--- Exercise input ---

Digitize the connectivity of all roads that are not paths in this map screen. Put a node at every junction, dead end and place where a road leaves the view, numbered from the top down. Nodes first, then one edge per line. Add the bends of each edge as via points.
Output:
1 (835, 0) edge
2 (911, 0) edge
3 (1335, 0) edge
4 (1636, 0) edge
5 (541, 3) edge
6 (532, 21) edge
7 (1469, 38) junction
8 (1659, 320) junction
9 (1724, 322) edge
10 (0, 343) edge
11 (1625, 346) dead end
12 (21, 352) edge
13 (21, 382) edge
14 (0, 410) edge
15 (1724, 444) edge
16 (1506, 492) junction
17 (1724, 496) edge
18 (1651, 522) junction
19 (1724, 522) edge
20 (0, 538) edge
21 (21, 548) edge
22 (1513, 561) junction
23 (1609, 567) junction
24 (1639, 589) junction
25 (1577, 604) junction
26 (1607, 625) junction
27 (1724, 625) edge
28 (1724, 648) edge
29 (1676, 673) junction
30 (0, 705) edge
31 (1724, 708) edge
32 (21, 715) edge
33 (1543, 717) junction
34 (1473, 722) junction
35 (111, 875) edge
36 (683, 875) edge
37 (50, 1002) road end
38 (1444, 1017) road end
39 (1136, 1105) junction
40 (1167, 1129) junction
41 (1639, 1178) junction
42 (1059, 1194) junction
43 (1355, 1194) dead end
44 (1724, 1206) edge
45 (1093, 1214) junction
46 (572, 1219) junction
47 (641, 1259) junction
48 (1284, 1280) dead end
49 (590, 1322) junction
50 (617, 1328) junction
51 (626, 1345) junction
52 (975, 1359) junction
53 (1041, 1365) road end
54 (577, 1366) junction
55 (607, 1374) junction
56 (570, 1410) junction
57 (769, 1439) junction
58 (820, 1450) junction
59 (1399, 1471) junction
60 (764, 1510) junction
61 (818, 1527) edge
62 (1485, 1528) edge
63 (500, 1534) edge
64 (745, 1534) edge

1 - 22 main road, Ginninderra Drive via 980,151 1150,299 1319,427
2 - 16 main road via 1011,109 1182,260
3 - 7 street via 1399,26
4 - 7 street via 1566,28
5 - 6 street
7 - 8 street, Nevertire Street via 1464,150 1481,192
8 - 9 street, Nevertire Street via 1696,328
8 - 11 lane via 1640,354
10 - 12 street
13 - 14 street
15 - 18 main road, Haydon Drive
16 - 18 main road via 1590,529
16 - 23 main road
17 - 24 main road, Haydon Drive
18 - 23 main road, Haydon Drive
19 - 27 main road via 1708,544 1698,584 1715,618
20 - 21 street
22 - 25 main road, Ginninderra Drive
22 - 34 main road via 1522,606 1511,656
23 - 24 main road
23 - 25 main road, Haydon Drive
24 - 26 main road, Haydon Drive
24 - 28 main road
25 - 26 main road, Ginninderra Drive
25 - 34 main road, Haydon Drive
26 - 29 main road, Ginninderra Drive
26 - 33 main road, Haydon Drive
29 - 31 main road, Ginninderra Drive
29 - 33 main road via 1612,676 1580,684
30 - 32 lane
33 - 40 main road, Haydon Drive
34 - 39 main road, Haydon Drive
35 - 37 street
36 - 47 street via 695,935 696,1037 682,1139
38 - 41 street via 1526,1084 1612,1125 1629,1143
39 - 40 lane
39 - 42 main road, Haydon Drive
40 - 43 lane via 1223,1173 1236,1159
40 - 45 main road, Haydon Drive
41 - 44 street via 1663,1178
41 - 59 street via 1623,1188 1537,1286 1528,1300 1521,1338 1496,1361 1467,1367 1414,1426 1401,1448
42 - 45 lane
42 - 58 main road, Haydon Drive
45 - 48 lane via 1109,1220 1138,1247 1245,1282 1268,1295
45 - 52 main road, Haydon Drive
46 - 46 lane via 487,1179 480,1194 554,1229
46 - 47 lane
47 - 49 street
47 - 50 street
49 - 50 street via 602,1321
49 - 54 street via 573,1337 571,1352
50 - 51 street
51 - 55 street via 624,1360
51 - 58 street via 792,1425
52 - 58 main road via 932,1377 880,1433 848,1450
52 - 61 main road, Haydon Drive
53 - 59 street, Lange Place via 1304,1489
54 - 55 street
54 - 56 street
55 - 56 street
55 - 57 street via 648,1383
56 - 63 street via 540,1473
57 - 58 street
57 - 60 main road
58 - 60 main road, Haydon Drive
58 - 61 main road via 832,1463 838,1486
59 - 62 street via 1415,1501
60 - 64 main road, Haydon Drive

---

§ Work task: Write out the listing above, keeping every word exactly.

§ Task output:
Digitize the connectivity of all roads that are not paths in this map screen. Put a node at every junction, dead end and place where a road leaves the view, numbered from the top down. Nodes first, then one edge per line. Add the bends of each edge as via points.
Output:
1 (835, 0) edge
2 (911, 0) edge
3 (1335, 0) edge
4 (1636, 0) edge
5 (541, 3) edge
6 (532, 21) edge
7 (1469, 38) junction
8 (1659, 320) junction
9 (1724, 322) edge
10 (0, 343) edge
11 (1625, 346) dead end
12 (21, 352) edge
13 (21, 382) edge
14 (0, 410) edge
15 (1724, 444) edge
16 (1506, 492) junction
17 (1724, 496) edge
18 (1651, 522) junction
19 (1724, 522) edge
20 (0, 538) edge
21 (21, 548) edge
22 (1513, 561) junction
23 (1609, 567) junction
24 (1639, 589) junction
25 (1577, 604) junction
26 (1607, 625) junction
27 (1724, 625) edge
28 (1724, 648) edge
29 (1676, 673) junction
30 (0, 705) edge
31 (1724, 708) edge
32 (21, 715) edge
33 (1543, 717) junction
34 (1473, 722) junction
35 (111, 875) edge
36 (683, 875) edge
37 (50, 1002) road end
38 (1444, 1017) road end
39 (1136, 1105) junction
40 (1167, 1129) junction
41 (1639, 1178) junction
42 (1059, 1194) junction
43 (1355, 1194) dead end
44 (1724, 1206) edge
45 (1093, 1214) junction
46 (572, 1219) junction
47 (641, 1259) junction
48 (1284, 1280) dead end
49 (590, 1322) junction
50 (617, 1328) junction
51 (626, 1345) junction
52 (975, 1359) junction
53 (1041, 1365) road end
54 (577, 1366) junction
55 (607, 1374) junction
56 (570, 1410) junction
57 (769, 1439) junction
58 (820, 1450) junction
59 (1399, 1471) junction
60 (764, 1510) junction
61 (818, 1527) edge
62 (1485, 1528) edge
63 (500, 1534) edge
64 (745, 1534) edge

1 - 22 main road, Ginninderra Drive via 980,151 1150,299 1319,427
2 - 16 main road via 1011,109 1182,260
3 - 7 street via 1399,26
4 - 7 street via 1566,28
5 - 6 street
7 - 8 street, Nevertire Street via 1464,150 1481,192
8 - 9 street, Nevertire Street via 1696,328
8 - 11 lane via 1640,354
10 - 12 street
13 - 14 street
15 - 18 main road, Haydon Drive
16 - 18 main road via 1590,529
16 - 23 main road
17 - 24 main road, Haydon Drive
18 - 23 main road, Haydon Drive
19 - 27 main road via 1708,544 1698,584 1715,618
20 - 21 street
22 - 25 main road, Ginninderra Drive
22 - 34 main road via 1522,606 1511,656
23 - 24 main road
23 - 25 main road, Haydon Drive
24 - 26 main road, Haydon Drive
24 - 28 main road
25 - 26 main road, Ginninderra Drive
25 - 34 main road, Haydon Drive
26 - 29 main road, Ginninderra Drive
26 - 33 main road, Haydon Drive
29 - 31 main road, Ginninderra Drive
29 - 33 main road via 1612,676 1580,684
30 - 32 lane
33 - 40 main road, Haydon Drive
34 - 39 main road, Haydon Drive
35 - 37 street
36 - 47 street via 695,935 696,1037 682,1139
38 - 41 street via 1526,1084 1612,1125 1629,1143
39 - 40 lane
39 - 42 main road, Haydon Drive
40 - 43 lane via 1223,1173 1236,1159
40 - 45 main road, Haydon Drive
41 - 44 street via 1663,1178
41 - 59 street via 1623,1188 1537,1286 1528,1300 1521,1338 1496,1361 1467,1367 1414,1426 1401,1448
42 - 45 lane
42 - 58 main road, Haydon Drive
45 - 48 lane via 1109,1220 1138,1247 1245,1282 1268,1295
45 - 52 main road, Haydon Drive
46 - 46 lane via 487,1179 480,1194 554,1229
46 - 47 lane
47 - 49 street
47 - 50 street
49 - 50 street via 602,1321
49 - 54 street via 573,1337 571,1352
50 - 51 street
51 - 55 street via 624,1360
51 - 58 street via 792,1425
52 - 58 main road via 932,1377 880,1433 848,1450
52 - 61 main road, Haydon Drive
53 - 59 street, Lange Place via 1304,1489
54 - 55 street
54 - 56 street
55 - 56 street
55 - 57 street via 648,1383
56 - 63 street via 540,1473
57 - 58 street
57 - 60 main road
58 - 60 main road, Haydon Drive
58 - 61 main road via 832,1463 838,1486
59 - 62 street via 1415,1501
60 - 64 main road, Haydon Drive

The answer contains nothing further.